I’m not the only one who believes that the risks of developing diabetes with antipsychotic drugs have been downplayed or hidden for a long time. On that very issue, there are about a zillion lawyers in the US currently suing drug companies like AstraZeneca, makers of Seroquel. And the data on the diabetes issue aren’t pretty. Quarter Watch, an arm of the Institute for Safe Medication Practices in the US (www.ismp.org) examines adverse drug reports made to the US FDA. In its most recent report, it found that Seroquel was the suspect drug in more possible cases of diabetes than all other drugs combined.

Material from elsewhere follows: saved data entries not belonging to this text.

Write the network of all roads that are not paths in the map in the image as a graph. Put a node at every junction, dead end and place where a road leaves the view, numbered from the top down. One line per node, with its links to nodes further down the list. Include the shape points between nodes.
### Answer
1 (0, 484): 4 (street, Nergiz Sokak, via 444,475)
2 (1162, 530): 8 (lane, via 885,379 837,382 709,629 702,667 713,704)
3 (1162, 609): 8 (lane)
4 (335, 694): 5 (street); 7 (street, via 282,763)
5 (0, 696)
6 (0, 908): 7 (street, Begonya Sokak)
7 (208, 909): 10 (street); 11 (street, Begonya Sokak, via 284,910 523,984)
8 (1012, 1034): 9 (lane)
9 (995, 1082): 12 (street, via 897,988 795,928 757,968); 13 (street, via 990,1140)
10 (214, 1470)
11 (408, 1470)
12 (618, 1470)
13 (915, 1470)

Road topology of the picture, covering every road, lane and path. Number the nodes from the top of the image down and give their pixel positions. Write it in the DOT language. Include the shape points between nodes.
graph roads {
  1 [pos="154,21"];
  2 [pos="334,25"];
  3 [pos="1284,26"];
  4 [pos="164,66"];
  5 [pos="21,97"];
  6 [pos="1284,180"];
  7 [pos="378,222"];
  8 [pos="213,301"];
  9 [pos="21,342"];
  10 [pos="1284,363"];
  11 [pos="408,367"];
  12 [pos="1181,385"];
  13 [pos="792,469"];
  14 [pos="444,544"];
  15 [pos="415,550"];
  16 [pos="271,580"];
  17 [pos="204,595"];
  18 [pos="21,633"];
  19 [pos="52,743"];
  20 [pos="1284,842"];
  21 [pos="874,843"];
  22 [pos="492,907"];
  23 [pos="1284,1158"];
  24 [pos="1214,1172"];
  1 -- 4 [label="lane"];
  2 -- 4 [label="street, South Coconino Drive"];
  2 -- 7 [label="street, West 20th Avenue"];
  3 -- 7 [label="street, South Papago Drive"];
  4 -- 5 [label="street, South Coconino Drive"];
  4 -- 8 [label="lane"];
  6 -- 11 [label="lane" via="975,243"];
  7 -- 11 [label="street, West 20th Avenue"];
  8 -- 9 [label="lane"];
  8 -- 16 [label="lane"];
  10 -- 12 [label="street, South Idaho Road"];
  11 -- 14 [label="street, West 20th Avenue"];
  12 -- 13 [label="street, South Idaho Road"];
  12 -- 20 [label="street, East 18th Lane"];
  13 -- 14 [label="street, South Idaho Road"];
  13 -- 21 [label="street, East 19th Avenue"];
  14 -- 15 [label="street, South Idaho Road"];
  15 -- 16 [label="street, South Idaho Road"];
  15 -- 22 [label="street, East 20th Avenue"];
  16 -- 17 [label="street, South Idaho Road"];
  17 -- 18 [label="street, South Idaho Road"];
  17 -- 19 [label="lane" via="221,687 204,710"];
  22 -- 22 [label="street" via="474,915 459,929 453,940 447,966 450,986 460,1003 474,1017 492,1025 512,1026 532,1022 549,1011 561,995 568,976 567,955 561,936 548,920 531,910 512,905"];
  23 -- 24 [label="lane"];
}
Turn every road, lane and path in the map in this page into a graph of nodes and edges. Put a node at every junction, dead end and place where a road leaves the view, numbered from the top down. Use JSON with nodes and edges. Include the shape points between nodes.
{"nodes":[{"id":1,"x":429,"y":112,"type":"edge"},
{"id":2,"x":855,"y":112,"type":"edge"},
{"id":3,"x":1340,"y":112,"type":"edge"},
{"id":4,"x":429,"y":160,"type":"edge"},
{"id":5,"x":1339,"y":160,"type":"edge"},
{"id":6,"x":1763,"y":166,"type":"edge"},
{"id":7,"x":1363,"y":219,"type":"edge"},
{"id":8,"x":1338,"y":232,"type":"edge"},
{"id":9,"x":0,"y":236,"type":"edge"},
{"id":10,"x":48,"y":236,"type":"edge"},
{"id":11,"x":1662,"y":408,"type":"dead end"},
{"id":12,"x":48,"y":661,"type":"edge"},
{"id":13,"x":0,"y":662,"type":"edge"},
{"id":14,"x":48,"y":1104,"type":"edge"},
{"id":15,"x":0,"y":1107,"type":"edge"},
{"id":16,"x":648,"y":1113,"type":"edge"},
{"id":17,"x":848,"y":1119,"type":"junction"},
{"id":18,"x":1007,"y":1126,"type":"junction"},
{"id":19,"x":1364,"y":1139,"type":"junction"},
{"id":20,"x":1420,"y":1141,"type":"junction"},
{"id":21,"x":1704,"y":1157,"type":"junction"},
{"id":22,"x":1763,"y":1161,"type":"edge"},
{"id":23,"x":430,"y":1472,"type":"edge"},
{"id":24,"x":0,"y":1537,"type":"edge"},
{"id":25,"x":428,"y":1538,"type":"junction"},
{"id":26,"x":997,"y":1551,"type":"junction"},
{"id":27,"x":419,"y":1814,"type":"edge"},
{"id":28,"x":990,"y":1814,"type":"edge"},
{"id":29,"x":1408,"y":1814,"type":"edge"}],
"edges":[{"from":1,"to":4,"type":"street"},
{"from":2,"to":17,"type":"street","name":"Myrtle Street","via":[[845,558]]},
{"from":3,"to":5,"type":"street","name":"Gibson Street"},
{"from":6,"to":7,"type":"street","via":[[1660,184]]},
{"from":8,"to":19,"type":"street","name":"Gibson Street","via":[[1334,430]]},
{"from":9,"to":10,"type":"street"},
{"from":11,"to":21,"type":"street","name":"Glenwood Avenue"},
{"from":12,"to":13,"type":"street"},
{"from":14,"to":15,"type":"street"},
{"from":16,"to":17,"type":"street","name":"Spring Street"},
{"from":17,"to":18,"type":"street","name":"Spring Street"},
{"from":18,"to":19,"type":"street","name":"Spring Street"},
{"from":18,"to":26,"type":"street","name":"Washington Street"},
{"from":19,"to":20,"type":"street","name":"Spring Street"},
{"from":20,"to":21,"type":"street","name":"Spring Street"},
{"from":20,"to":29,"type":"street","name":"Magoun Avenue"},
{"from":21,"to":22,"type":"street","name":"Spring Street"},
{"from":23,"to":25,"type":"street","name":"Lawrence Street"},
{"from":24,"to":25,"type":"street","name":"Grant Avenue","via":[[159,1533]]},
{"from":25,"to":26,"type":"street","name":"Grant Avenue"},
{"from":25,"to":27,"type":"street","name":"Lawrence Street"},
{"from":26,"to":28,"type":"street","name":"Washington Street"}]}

Not only is Seroquel a blockbuster drug and the 20th most lucrative branded drug in the US; it is the leading product sold in its class, holding 31 percent of the antipsychotic market. Quarter Watch’s new safety data related to Seroquel bode well for the expansion of the use of this drug in almost everyone. As of December 2009, the drug was approved in the US as an “add-on” treatment for major depression that will no doubt massively increase the numbers of people who get it.
Back to my premise: all indicators point in the direction of more and more prescription drug- induced death. Let’s face it; a prescribing pen is an extremely effective way to cull seniors at any age, and thus getting that pen writing even more prescriptions is likely to be an important and effective solution to our healthcare funding crisis.
More Seroquel. More Celebrex. More drugs for more and more seniors.
Let’s not be influenced by the naysayers who are alarmed at the growing amounts of drugs swallowed every day by seniors. While it sounds heartless, more prescription drugs swallowed by more elderly people is what the doctor must order to keep our healthcare system sustainable.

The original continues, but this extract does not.